He offers no explanation in his affidavit as to how he has applied those funds despite the Court’s orders for financial disclosure and despite the Wife’s repeated requests for financial disclosure.
73.It was also noted that, at the commencement, the husband’s counsel advised the Court the husband has lost $160,000 to $180,000, perhaps more, by gambling. It is absolutely clear that the husband knew for the last three years that what happened to that $360,000 and why he increased his debt by $53,000 in a two-year period, was something he was required to give disclosure of, and he has not done it.
Ultimately, his Honour determined that each of the amounts listed below were premature distributions of property in the husband’s favour:
·the $200,000 interim payment to the husband [88];
·the additional $160,000 he received from the sale proceeds and used contrary to the interim orders [89];
·cash withdrawals of $365,000 he made between September 2013 and November 2014 and may, in part, have used gambling [99]; and
·$38,977 used gambling pre-separation of funds he transferred through electronic payments [100].
At some stage, the husband cashed in his superannuation for which he received $45,000.
The parties divorced in 2017.
The wife has re-partnered and she and the child live with her partner in rented accommodation.
The husband resides with his parents and the child is with him on weekends and an evening mid-week.
His Honour was satisfied that the wife’s contributions during cohabitation, mainly because her non-financial contributions, were greater than those of the husband, they favoured her at 55 per cent [116] and for the post separation period, an additional 2.5 per cent in her favour was warranted [121].
The husband’s application for an adjournment
On 30 October 2020, the husband filed an application to adjourn the appeal hearing listed on 4 November 2020. Assuming an adjournment, the husband proposed orders enabling him to file an Amended Notice of Appeal, Summary of Argument and List of Authorities and to withdraw the Amended Notice of Appeal and Summary of Argument filed on his behalf by his lawyers.

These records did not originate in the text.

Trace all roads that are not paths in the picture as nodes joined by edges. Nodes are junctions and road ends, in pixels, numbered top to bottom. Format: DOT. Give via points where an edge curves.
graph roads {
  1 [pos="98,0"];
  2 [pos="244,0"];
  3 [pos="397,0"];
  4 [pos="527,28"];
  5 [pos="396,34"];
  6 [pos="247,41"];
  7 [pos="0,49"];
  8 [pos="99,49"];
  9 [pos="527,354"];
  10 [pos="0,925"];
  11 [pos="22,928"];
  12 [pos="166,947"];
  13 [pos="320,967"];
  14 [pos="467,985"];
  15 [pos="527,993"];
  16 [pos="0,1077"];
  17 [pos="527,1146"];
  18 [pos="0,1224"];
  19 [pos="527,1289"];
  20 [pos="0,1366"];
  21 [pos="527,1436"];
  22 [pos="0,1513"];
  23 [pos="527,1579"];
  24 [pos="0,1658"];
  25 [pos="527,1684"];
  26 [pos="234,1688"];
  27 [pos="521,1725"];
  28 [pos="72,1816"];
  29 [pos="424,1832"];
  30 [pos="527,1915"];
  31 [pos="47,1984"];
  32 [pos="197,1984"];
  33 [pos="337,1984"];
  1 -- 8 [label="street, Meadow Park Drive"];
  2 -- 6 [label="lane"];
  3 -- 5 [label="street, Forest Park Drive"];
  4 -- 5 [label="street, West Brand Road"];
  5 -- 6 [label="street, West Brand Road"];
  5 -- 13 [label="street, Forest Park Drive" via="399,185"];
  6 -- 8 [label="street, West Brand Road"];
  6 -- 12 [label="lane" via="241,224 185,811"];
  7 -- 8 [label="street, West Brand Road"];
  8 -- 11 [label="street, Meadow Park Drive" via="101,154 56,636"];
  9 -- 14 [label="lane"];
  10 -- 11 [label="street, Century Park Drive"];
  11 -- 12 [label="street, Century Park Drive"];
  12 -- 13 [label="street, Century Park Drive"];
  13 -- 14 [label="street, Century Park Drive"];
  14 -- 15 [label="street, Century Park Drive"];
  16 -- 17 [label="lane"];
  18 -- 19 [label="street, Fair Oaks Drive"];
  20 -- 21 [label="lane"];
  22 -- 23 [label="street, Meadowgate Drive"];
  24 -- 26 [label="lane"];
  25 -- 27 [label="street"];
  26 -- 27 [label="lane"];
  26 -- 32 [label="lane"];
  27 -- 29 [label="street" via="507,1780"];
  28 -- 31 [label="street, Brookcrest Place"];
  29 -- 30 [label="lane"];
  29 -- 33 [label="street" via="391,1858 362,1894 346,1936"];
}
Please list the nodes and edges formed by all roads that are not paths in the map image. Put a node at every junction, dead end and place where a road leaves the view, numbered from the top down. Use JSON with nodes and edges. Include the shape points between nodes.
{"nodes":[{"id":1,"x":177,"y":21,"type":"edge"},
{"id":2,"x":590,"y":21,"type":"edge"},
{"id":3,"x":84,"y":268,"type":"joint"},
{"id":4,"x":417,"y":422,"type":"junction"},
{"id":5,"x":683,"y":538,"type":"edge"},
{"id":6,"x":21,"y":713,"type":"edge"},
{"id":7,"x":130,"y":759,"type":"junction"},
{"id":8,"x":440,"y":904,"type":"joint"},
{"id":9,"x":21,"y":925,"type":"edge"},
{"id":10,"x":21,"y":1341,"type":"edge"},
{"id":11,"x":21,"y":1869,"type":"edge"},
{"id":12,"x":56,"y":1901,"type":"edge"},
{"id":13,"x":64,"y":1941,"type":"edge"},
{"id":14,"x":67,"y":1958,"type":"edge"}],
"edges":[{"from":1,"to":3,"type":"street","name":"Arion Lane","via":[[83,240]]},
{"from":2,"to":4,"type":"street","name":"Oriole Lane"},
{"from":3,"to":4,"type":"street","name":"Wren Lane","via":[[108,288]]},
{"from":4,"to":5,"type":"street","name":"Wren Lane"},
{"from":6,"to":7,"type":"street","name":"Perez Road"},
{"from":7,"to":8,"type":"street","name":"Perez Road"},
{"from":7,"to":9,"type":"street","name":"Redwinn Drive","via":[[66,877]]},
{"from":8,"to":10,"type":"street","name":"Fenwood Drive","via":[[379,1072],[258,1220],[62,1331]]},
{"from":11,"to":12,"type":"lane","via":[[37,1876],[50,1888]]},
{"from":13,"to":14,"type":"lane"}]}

The husband deposed to a disagreement between him and the solicitor and counsel then retained to act on his behalf. The husband was particularly unhappy that the solicitor filed the Amended Notice of Appeal and Summary of Argument drafted by counsel without giving him the opportunity to approve the documents.
The husband’s Summary of Argument was due by 14 October 2020. The Summary of Argument and proposed Amended Notice of Appeal were filed by the due date and, on 15 October 2020 the husband filed an application for an extension of time within which to file his documents. It would seem that he filed the application without reference to the solicitor or counsel and, with the application pending, on 15 October 2020 the Eastern Appeals Registry accepted an Amended Notice of Appeal and Summary of Argument filed by the solicitor. Counsel appeared for the husband on the application and an extension of time was granted unopposed. Given that the documents had been filed, the proceedings were unusual and unnecessary. In any event, counsel advised that an additional ground of appeal would be presented.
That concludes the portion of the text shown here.